Madison: Teachers will be prioritized to receive the first shipment of about 48,000 doses of the one-shot Johnson & Johnson vaccine coming to the state next week, a bolster in supply that won’t be matched again for several weeks, the state’s deputy health secretary said Tuesday. About 30% of Wisconsin public school districts – 131 out of 421 – will be done vaccinating teachers by March 15, said Julie Willems Van Dyke, deputy secretary of the Wisconsin Department of Health Services. The state originally planned to prioritize schools for vaccine distribution but didn’t need to do that because initial supply met the plans for distribution submitted by schools, she said. “We feel really great about the way this all timed out,” Willems Van Dyke said. “The good news is we’ll get our teachers vaccinated quickly, and by doing that, it opens the vaccine pipeline for others in this eligibility group.” Republicans who control the Legislature continue to put pressure on Gov. Tony Evers to force all schools to resume in-person classes. Evers has left opening decisions up to the schools and said Tuesday that he can’t force the change. “I cannot order schools to open,” Evers said. “It’s not part of my ability as governor.”

Wyoming

Cheyenne: The governor announced a goal Tuesday to capture more carbon dioxide than the nation’s top coal-mining state emits, as he criticized plans taking shape under President Joe Biden intended to limit climate change. “They claim to follow the science, but they adopt policies that resemble science fiction,” Gov.
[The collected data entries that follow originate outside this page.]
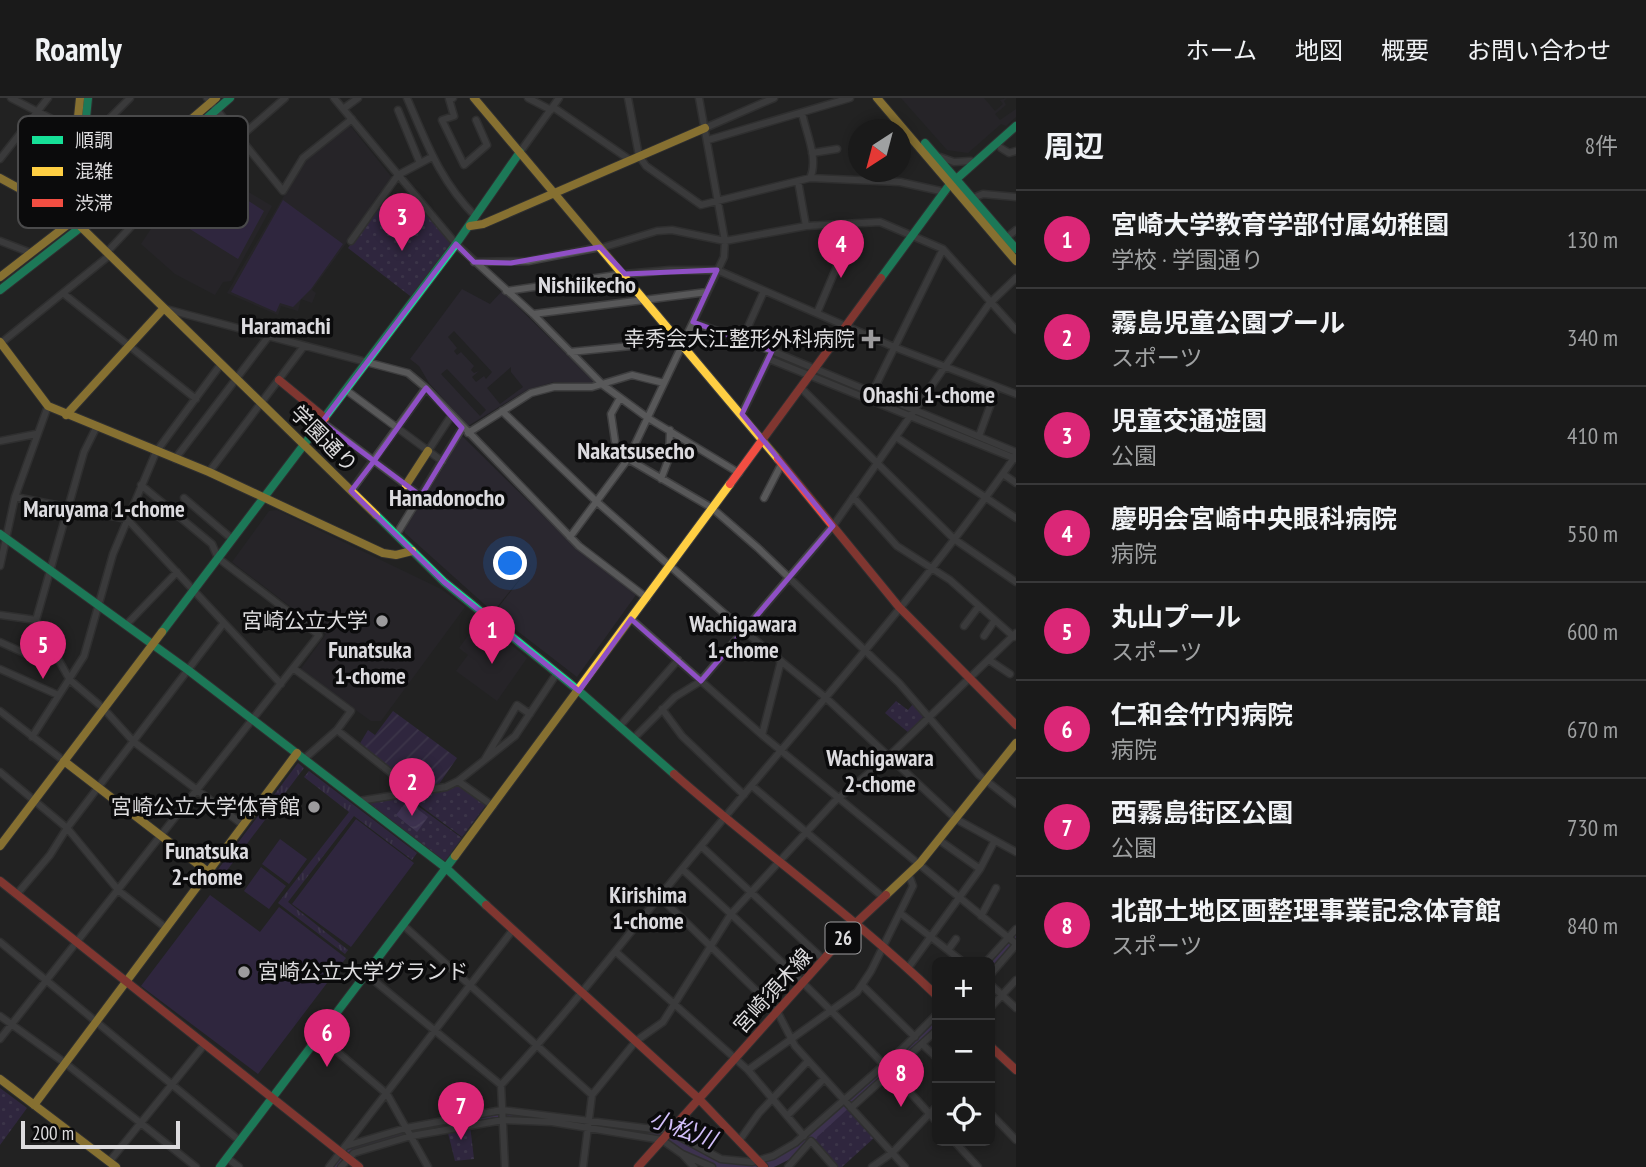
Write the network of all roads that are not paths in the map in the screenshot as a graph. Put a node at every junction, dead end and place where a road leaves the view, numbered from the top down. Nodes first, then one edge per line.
1 (11, 98) edge
2 (48, 98) edge
3 (80, 98) edge
4 (88, 98) edge
5 (130, 98) edge
6 (230, 98) edge
7 (285, 98) edge
8 (334, 98) edge
9 (358, 98) edge
10 (407, 98) edge
11 (453, 98) edge
12 (474, 98) edge
13 (528, 98) edge
14 (559, 98) edge
15 (628, 98) edge
16 (699, 98) edge
17 (774, 98) edge
18 (850, 98) edge
19 (877, 98) edge
20 (887, 98) edge
21 (213, 102) edge
22 (552, 108) junction
23 (343, 109) junction
24 (398, 110) dead end
25 (37, 111) junction
26 (802, 113) junction
27 (33, 116) edge
28 (47, 116) edge
29 (78, 116) edge
30 (87, 116) edge
31 (112, 116) edge
32 (197, 116) edge
33 (200, 116) edge
34 (224, 116) edge
35 (352, 119) junction
36 (476, 120) dead end
37 (418, 124) junction
38 (1016, 127) edge
39 (705, 128) junction
40 (406, 129) junction
41 (248, 130) edge
42 (1016, 135) edge
43 (18, 136) edge
44 (708, 140) junction
45 (248, 147) edge
46 (1001, 148) junction
47 (837, 149) dead end
48 (1016, 151) edge
49 (520, 152) junction
50 (812, 153) junction
51 (935, 155) junction
52 (639, 156) junction
53 (432, 157) junction
54 (0, 159) edge
55 (630, 160) junction
56 (975, 160) junction
57 (420, 163) junction
58 (398, 175) junction
59 (0, 178) edge
60 (810, 178) junction
61 (798, 181) junction
62 (950, 185) junction
63 (18, 188) edge
64 (555, 193) junction
65 (1016, 197) edge
66 (973, 198) junction
67 (718, 201) junction
68 (476, 217) junction
69 (855, 224) junction
70 (470, 226) junction
71 (806, 226) junction
72 (70, 228) edge
73 (72, 228) edge
74 (83, 228) edge
75 (132, 228) edge
76 (1016, 230) edge
77 (913, 235) junction
78 (1006, 238) junction
79 (0, 241) edge
80 (351, 241) dead end
81 (725, 241) junction
82 (456, 244) junction
83 (601, 247) junction
84 (943, 249) junction
85 (1016, 249) edge
86 (31, 253) junction
87 (108, 254) junction
88 (1016, 261) edge
89 (474, 262) junction
90 (717, 271) junction
91 (624, 274) junction
92 (0, 277) edge
93 (1016, 278) edge
94 (0, 290) edge
95 (506, 291) junction
96 (764, 291) junction
97 (707, 292) junction
98 (64, 295) junction
99 (646, 300) junction
100 (991, 301) junction
101 (164, 308) junction
102 (817, 313) junction
103 (533, 314) junction
104 (693, 322) junction
105 (846, 326) junction
106 (1016, 330) edge
107 (268, 337) junction
108 (742, 340) junction
109 (682, 341) junction
110 (0, 342) edge
111 (131, 346) junction
112 (304, 346) junction
113 (894, 347) junction
114 (772, 351) junction
115 (570, 352) junction
116 (769, 359) junction
117 (366, 363) junction
118 (221, 364) junction
119 (944, 367) junction
120 (812, 372) junction
121 (237, 380) junction
122 (279, 380) junction
123 (664, 383) junction
124 (603, 385) junction
125 (997, 387) junction
126 (426, 388) junction
127 (801, 388) junction
128 (346, 390) junction
129 (872, 393) junction
130 (1016, 394) edge
131 (620, 398) junction
132 (196, 399) junction
133 (261, 402) junction
134 (48, 406) junction
135 (502, 411) junction
136 (912, 413) junction
137 (742, 414) junction
138 (66, 415) junction
139 (451, 416) junction
140 (648, 418) junction
141 (324, 420) junction
142 (97, 426) junction
143 (397, 428) junction
144 (465, 430) junction
145 (670, 430) junction
146 (36, 434) junction
147 (979, 436) junction
148 (896, 437) junction
149 (762, 439) junction
150 (0, 440) edge
151 (615, 441) dead end
152 (305, 445) junction
153 (428, 451) junction
154 (156, 452) junction
155 (1015, 456) edge
156 (176, 459) junction
157 (628, 459) junction
158 (374, 461) junction
159 (442, 461) junction
160 (782, 463) junction
161 (877, 463) junction
162 (209, 472) junction
163 (738, 473) junction
164 (1003, 474) junction
165 (661, 479) junction
166 (1016, 483) edge
167 (141, 485) junction
168 (406, 485) junction
169 (351, 491) junction
170 (421, 496) junction
171 (15, 497) junction
172 (265, 497) junction
173 (853, 497) junction
174 (184, 498) dead end
175 (764, 498) dead end
176 (985, 498) junction
177 (597, 502) junction
178 (68, 506) junction
179 (712, 508) junction
180 (1016, 518) edge
181 (127, 519) junction
182 (833, 526) junction
183 (396, 535) junction
184 (3, 536) edge
185 (569, 537) junction
186 (232, 539) junction
187 (954, 540) junction
188 (412, 551) junction
189 (218, 558) junction
190 (0, 566) edge
191 (670, 566) junction
192 (931, 569) junction
193 (51, 571) junction
194 (177, 572) junction
195 (790, 577) junction
196 (1016, 582) edge
197 (193, 590) junction
198 (647, 598) junction
199 (99, 605) junction
200 (979, 606) junction
201 (900, 607) junction
202 (0, 615) edge
203 (631, 619) junction
204 (36, 620) junction
205 (995, 620) junction
206 (223, 624) junction
207 (126, 625) junction
208 (964, 626) dead end
209 (743, 630) junction
210 (43, 631) junction
211 (984, 636) dead end
212 (1015, 636) edge
213 (0, 642) edge
214 (152, 643) junction
215 (864, 650) junction
216 (678, 660) junction
217 (989, 660) junction
218 (781, 662) junction
219 (293, 668) junction
220 (0, 669) edge
221 (188, 670) junction
222 (557, 673) junction
223 (1010, 674) dead end
224 (970, 678) junction
225 (70, 680) junction
226 (701, 681) junction
227 (281, 684) junction
228 (579, 691) junction
229 (58, 695) junction
230 (825, 697) junction
231 (103, 708) junction
232 (662, 709) junction
233 (0, 711) edge
234 (530, 714) junction
235 (929, 718) junction
236 (253, 720) junction
237 (1016, 725) edge
238 (619, 727) junction
239 (337, 730) junction
240 (762, 735) junction
241 (32, 737) junction
242 (633, 739) junction
243 (134, 742) junction
244 (1016, 743) edge
245 (781, 750) junction
246 (301, 756) junction
247 (888, 757) junction
248 (485, 759) junction
249 (64, 761) junction
250 (0, 772) edge
251 (458, 781) junction
252 (986, 781) junction
253 (752, 786) junction
254 (99, 788) junction
255 (198, 791) junction
256 (415, 792) junction
257 (744, 795) junction
258 (841, 798) junction
259 (35, 800) junction
260 (359, 801) junction
261 (1016, 804) edge
262 (492, 806) junction
263 (725, 819) junction
264 (956, 820) junction
265 (243, 825) junction
266 (67, 828) junction
267 (806, 832) junction
268 (161, 837) junction
269 (939, 840) junction
270 (994, 842) junction
271 (0, 846) edge
272 (701, 846) junction
273 (1016, 852) edge
274 (779, 862) junction
275 (920, 863) junction
276 (446, 868) junction
277 (682, 869) junction
278 (981, 869) junction
279 (208, 872) junction
280 (909, 875) junction
281 (0, 881) edge
282 (996, 888) dead end
283 (119, 891) junction
284 (751, 891) junction
285 (17, 894) junction
286 (660, 897) junction
287 (884, 898) junction
288 (959, 899) junction
289 (900, 913) junction
290 (731, 914) junction
291 (981, 916) junction
292 (856, 923) junction
293 (403, 925) junction
294 (166, 928) junction
295 (1016, 929) edge
296 (512, 932) junction
297 (931, 936) junction
298 (1009, 938) junction
299 (956, 939) dead end
300 (0, 942) edge
301 (78, 943) junction
302 (884, 945) junction
303 (1016, 945) edge
304 (711, 946) junction
305 (948, 950) junction
306 (616, 952) junction
307 (957, 957) edge
308 (991, 957) edge
309 (824, 960) junction
310 (908, 968) junction
311 (995, 969) edge
312 (366, 974) junction
313 (1016, 980) edge
314 (126, 981) junction
315 (47, 982) junction
316 (804, 982) junction
317 (471, 985) junction
318 (863, 986) junction
319 (995, 989) edge
320 (932, 991) edge
321 (583, 993) junction
322 (1002, 995) junction
323 (995, 1003) edge
324 (676, 1005) junction
325 (1016, 1009) edge
326 (777, 1011) junction
327 (832, 1012) junction
328 (0, 1016) edge
329 (932, 1019) edge
330 (95, 1022) junction
331 (11, 1025) junction
332 (436, 1030) junction
333 (932, 1035) edge
334 (319, 1036) junction
335 (915, 1037) junction
336 (0, 1039) edge
337 (636, 1041) junction
338 (792, 1041) junction
339 (204, 1045) junction
340 (923, 1045) junction
341 (538, 1046) junction
342 (995, 1052) edge
343 (932, 1054) edge
344 (736, 1059) junction
345 (808, 1061) junction
346 (65, 1063) junction
347 (885, 1064) junction
348 (748, 1070) junction
349 (1016, 1070) edge
350 (893, 1072) junction
351 (0, 1079) edge
352 (824, 1079) junction
353 (173, 1085) junction
354 (501, 1085) junction
355 (387, 1094) junction
356 (592, 1095) junction
357 (772, 1098) junction
358 (272, 1099) junction
359 (699, 1099) junction
360 (843, 1100) junction
361 (34, 1105) junction
362 (851, 1108) junction
363 (502, 1110) junction
364 (932, 1112) edge
365 (930, 1114) junction
366 (787, 1116) junction
367 (932, 1116) edge
368 (995, 1118) edge
369 (503, 1120) junction
370 (588, 1121) junction
371 (141, 1123) junction
372 (587, 1130) junction
373 (409, 1132) junction
374 (667, 1135) junction
375 (804, 1136) junction
376 (739, 1140) junction
377 (1016, 1140) edge
378 (240, 1142) junction
379 (959, 1146) edge
380 (345, 1153) junction
381 (892, 1153) junction
382 (682, 1154) junction
383 (227, 1158) junction
384 (761, 1163) edge
385 (113, 1164) edge
386 (197, 1167) edge
387 (220, 1167) edge
388 (239, 1167) edge
389 (329, 1167) edge
390 (341, 1167) edge
391 (359, 1167) edge
392 (428, 1167) edge
393 (505, 1167) edge
394 (583, 1167) edge
395 (638, 1167) edge
396 (694, 1167) edge
397 (712, 1167) edge
398 (788, 1167) edge
399 (834, 1167) edge
400 (872, 1167) edge
401 (905, 1167) edge
402 (978, 1167) edge

1 - 25 street
2 - 25 street
3 - 29 main road
4 - 30 main road
5 - 31 street
6 - 21 main road
7 - 41 street
8 - 23 street
9 - 23 street
10 - 37 street
11 - 36 street
12 - 49 main road
13 - 22 street
14 - 22 street
15 - 52 street
16 - 39 street
17 - 39 street
18 - 26 street
19 - 62 main road
20 - 51 main road
21 - 32 main road
21 - 33 main road
21 - 34 street
22 - 49 street
22 - 55 street
23 - 35 street
24 - 40 street
25 - 27 street
25 - 28 street
26 - 44 street
26 - 50 street
35 - 45 street
35 - 58 street
37 - 40 street
37 - 53 street
38 - 56 main road
39 - 44 street
39 - 52 main road
40 - 57 street
42 - 46 main road
43 - 54 street
44 - 67 street
46 - 48 street
46 - 62 main road
47 - 50 street
49 - 64 main road
49 - 68 main road
50 - 60 street
51 - 56 street
51 - 62 main road
52 - 55 main road
52 - 67 street
53 - 57 street
53 - 68 street
55 - 64 main road
56 - 62 main road
57 - 58 street
58 - 80 street
58 - 82 street
59 - 63 main road, 学園通り
60 - 61 street
60 - 62 street
61 - 67 street
61 - 71 street
62 - 66 main road
62 - 77 main road
62 - 88 main road
64 - 70 main road
64 - 83 main road
65 - 66 street
66 - 78 main road
67 - 81 street
68 - 70 main road
69 - 71 street
69 - 77 street
69 - 102 street
70 - 82 main road
71 - 81 street
72 - 86 main road
73 - 94 main road
74 - 87 main road, 学園通り
75 - 87 street
76 - 78 street
77 - 84 street
77 - 105 main road
78 - 85 main road
79 - 86 street
81 - 83 street
81 - 90 street
82 - 89 street
82 - 117 main road
83 - 89 street
83 - 91 main road
84 - 100 street
84 - 113 street
86 - 92 main road
87 - 98 street
87 - 101 main road, 学園通り
89 - 95 street
90 - 91 street
90 - 96 street
90 - 97 street
91 - 95 street
91 - 99 main road
93 - 100 street
95 - 103 street
96 - 102 street
96 - 108 street
97 - 99 street
97 - 104 street
98 - 110 street
98 - 111 street
99 - 103 street
99 - 109 main road
100 - 106 street
100 - 119 street
101 - 107 street
101 - 111 main road
101 - 118 main road, 学園通り
102 - 105 street
103 - 115 street
104 - 108 street
104 - 109 street
105 - 113 street
105 - 120 main road
107 - 112 street
107 - 121 street
108 - 114 street
109 - 115 street
109 - 123 street
109 - 137 main road
110 - 134 main road
111 - 132 street
111 - 138 main road
112 - 117 street
112 - 122 street
113 - 119 street
113 - 129 street
114 - 116 street
114 - 120 street
115 - 124 street
116 - 120 street
116 - 137 street
117 - 126 street
117 - 128 main road
118 - 121 main road, 学園通り
118 - 132 street
119 - 125 street
119 - 136 street
120 - 127 main road
120 - 129 street
120 - 136 street
121 - 133 main road, 学園通り
121 - 156 street
122 - 133 street
122 - 141 main road
123 - 124 street
123 - 140 street
124 - 131 street
124 - 135 street
125 - 130 street
125 - 147 street
126 - 139 street
126 - 143 street
127 - 149 main road
127 - 161 street
128 - 141 main road
128 - 143 street
129 - 136 street
131 - 140 street
131 - 151 street
132 - 154 street
133 - 152 main road, 学園通り
133 - 162 street
134 - 138 main road
134 - 146 street
135 - 144 street
135 - 177 street
136 - 147 street
136 - 148 street
136 - 155 street
137 - 149 main road
138 - 142 main road
139 - 144 street
139 - 153 street
140 - 145 street
140 - 157 street
141 - 152 main road
141 - 158 street
142 - 154 main road
142 - 178 street
143 - 153 street
143 - 158 street
144 - 159 street
144 - 185 street
145 - 163 street
145 - 165 street
146 - 150 street
146 - 171 street
147 - 155 street
148 - 161 street
148 - 176 street
149 - 160 main road
149 - 163 main road
152 - 169 main road, 学園通り
152 - 172 main road
153 - 159 street
153 - 168 main road
154 - 156 main road
154 - 167 street
155 - 164 street
156 - 162 main road
157 - 165 street
157 - 177 street
158 - 168 street
158 - 169 street
159 - 170 street
160 - 175 street
160 - 182 main road
161 - 173 street
161 - 187 street
162 - 172 main road
163 - 179 main road
164 - 166 street
164 - 176 street
165 - 179 street
167 - 181 street
167 - 189 street
168 - 170 street
169 - 183 main road, 学園通り
170 - 183 street
171 - 178 street
171 - 184 street
172 - 186 main road
172 - 188 main road
173 - 182 street
173 - 192 street
174 - 186 street
176 - 180 street
176 - 187 street
177 - 185 street
177 - 191 street
178 - 181 street
178 - 193 street
179 - 191 main road
179 - 195 street
181 - 194 street
181 - 199 street
182 - 195 street
182 - 201 main road
183 - 188 main road, 学園通り
184 - 190 street
184 - 193 main road
185 - 198 street
186 - 189 main road
187 - 192 street
187 - 196 street
188 - 222 main road, 学園通り
189 - 197 main road
189 - 219 street
191 - 198 main road
191 - 209 street
192 - 200 street
192 - 201 street
193 - 199 main road
193 - 204 street
194 - 197 street
194 - 207 street
195 - 209 street
195 - 215 street
197 - 206 street
197 - 214 main road
198 - 203 main road
199 - 207 main road
199 - 225 street
200 - 205 street
200 - 208 street
201 - 215 street
201 - 224 main road
202 - 204 street
203 - 216 street
203 - 228 main road
204 - 210 street
205 - 211 street
205 - 212 street
206 - 221 street
206 - 227 street
207 - 214 main road
209 - 218 street
209 - 226 street
210 - 213 street
210 - 225 street
212 - 217 street
214 - 221 main road
214 - 231 main road
215 - 230 street
215 - 235 street
216 - 226 street
216 - 238 street
217 - 223 street
217 - 224 street
218 - 230 street
218 - 240 street
219 - 227 street
219 - 239 street
220 - 229 street
221 - 236 main road
221 - 243 street
222 - 228 main road, 学園通り
222 - 234 street
224 - 235 street
224 - 237 main road
225 - 229 street
225 - 231 street
226 - 232 street
226 - 240 street
227 - 236 street
228 - 238 main road, 学園通り
228 - 262 main road
229 - 241 street
230 - 245 street
230 - 247 street
231 - 243 street
231 - 249 main road
232 - 242 street
232 - 257 street
233 - 241 street
234 - 248 street
234 - 248 street
235 - 247 street
235 - 252 street
236 - 246 main road
236 - 255 street
238 - 242 main road, 学園通り
239 - 246 street
239 - 256 street
240 - 245 street
241 - 249 street
242 - 263 main road, 学園通り
243 - 254 street
243 - 255 street
244 - 252 main road, 宮崎須木線 / 26
245 - 253 street
245 - 258 street
246 - 260 main road
246 - 265 main road
247 - 258 street
247 - 264 street
248 - 251 street
249 - 254 main road
249 - 259 main road
250 - 259 street
251 - 256 street
251 - 262 street
252 - 261 street
252 - 264 main road, 宮崎須木線 / 26
253 - 257 street
253 - 267 street
254 - 266 street
254 - 268 main road
255 - 265 street
255 - 268 street
256 - 260 street
257 - 263 street
258 - 267 street
258 - 275 street
259 - 266 street
259 - 271 main road
260 - 276 main road
262 - 276 main road
263 - 272 street
263 - 274 main road, 学園通り
264 - 269 main road, 宮崎須木線 / 26
264 - 270 street
265 - 279 main road
266 - 283 street
266 - 285 street
267 - 274 street
267 - 287 street
268 - 279 main road
268 - 283 street
269 - 275 main road, 宮崎須木線 / 26
269 - 278 street
270 - 273 street
270 - 278 street
272 - 277 street
272 - 284 street
274 - 284 street
274 - 292 main road, 学園通り
275 - 280 main road, 宮崎須木線 / 26
275 - 288 street
276 - 293 main road
276 - 296 main road
277 - 286 street
277 - 290 street
278 - 288 street
279 - 294 main road
280 - 287 main road, 宮崎須木線 / 26
280 - 289 street
281 - 285 main road
282 - 291 street
283 - 294 street
283 - 301 street
284 - 290 street
284 - 309 street
285 - 301 main road
286 - 304 street
286 - 306 street
287 - 292 main road, 宮崎須木線 / 26
288 - 291 street
288 - 297 street
289 - 297 street
289 - 302 street
290 - 304 street
290 - 316 street
291 - 298 street
292 - 302 main road, 学園通り
292 - 309 main road, 宮崎須木線 / 26
293 - 312 main road
293 - 317 street
294 - 314 main road
295 - 298 street
296 - 317 street
296 - 321 main road
297 - 305 street
297 - 310 street
298 - 303 street
298 - 308 street
299 - 305 street
300 - 315 street
301 - 314 main road
301 - 315 street
302 - 310 main road, 学園通り
302 - 318 street
303 - 311 street
304 - 324 street
304 - 326 street
305 - 307 street
306 - 321 street
306 - 324 street
309 - 316 main road, 宮崎須木線 / 26
310 - 320 main road, 学園通り
312 - 332 street
312 - 334 main road
313 - 322 street
314 - 330 main road
314 - 339 main road
315 - 330 street
315 - 331 street
316 - 326 main road, 宮崎須木線 / 26
316 - 327 street
317 - 332 street
317 - 341 street
318 - 327 street
318 - 335 street
319 - 322 street
321 - 337 main road
321 - 341 street
322 - 323 street
322 - 325 street
324 - 337 street
324 - 344 street
326 - 338 street
326 - 344 main road, 宮崎須木線 / 26
327 - 338 street
327 - 347 street
328 - 331 street
329 - 335 street
330 - 346 main road
330 - 353 street
331 - 336 street
331 - 346 street
332 - 354 street
332 - 355 street
333 - 340 street
334 - 355 street
334 - 358 main road
335 - 347 street
337 - 356 street
337 - 359 main road
338 - 345 street
338 - 348 street
339 - 353 street
339 - 358 main road
340 - 343 street
340 - 350 street
341 - 354 street
341 - 356 street
342 - 349 main road
344 - 348 street
344 - 359 main road, 宮崎須木線 / 26
345 - 352 street
345 - 357 street
346 - 361 main road
346 - 371 street
347 - 350 street
347 - 360 street
348 - 357 street
350 - 362 street
350 - 365 street
351 - 361 main road
352 - 360 street
352 - 366 street
353 - 371 street
353 - 378 street
354 - 363 street
355 - 373 street
355 - 380 street
356 - 370 street
357 - 366 street
357 - 376 street
358 - 378 main road
358 - 380 main road
359 - 374 main road, 宮崎須木線 / 26
359 - 376 main road
360 - 362 street
360 - 375 street
361 - 385 main road
362 - 381 street
363 - 369 street
363 - 370 street
363 - 373 street
364 - 365 street
365 - 367 street
365 - 381 street
366 - 375 street
368 - 377 street
369 - 372 street
369 - 373 street
369 - 393 street
370 - 372 street
370 - 374 street
371 - 385 street
371 - 386 street
372 - 374 street
372 - 394 street
373 - 380 street
373 - 380 street
373 - 392 street
374 - 382 street
374 - 384 street
374 - 395 main road, 宮崎須木線 / 26
375 - 384 street
376 - 384 main road
378 - 383 main road
379 - 402 street
380 - 389 street
380 - 390 street
380 - 391 main road
381 - 400 street
381 - 401 street
382 - 396 street
382 - 397 street
383 - 387 main road
383 - 388 street
398 - 399 street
Mark Gordon, a Republican, said in his State of the State address. Prioritizing renewable energy over technology to keep carbon dioxide from power plants out of the atmosphere is a “crazed pursuit,” Gordon said about Biden’s plans. A tumultuous year of the pandemic and low oil prices has forced Wyoming to make steep spending cuts, but better days lie ahead, Gordon said. He praised Wyoming’s response to the pandemic that has kept schools open and businesses viable and said vaccine distribution was going smoothly. Wyoming could see a tourism “bonanza” if pent-up demand for travel brings visitors to the state this summer, he said. Still, Wyoming isn’t out of the woods yet with the virus and economic turmoil, Gordon said. He urged lawmakers meeting in Cheyenne over the next month to find a way to fund public education amid declining revenue from the state’s coal, oil and gas extraction industries.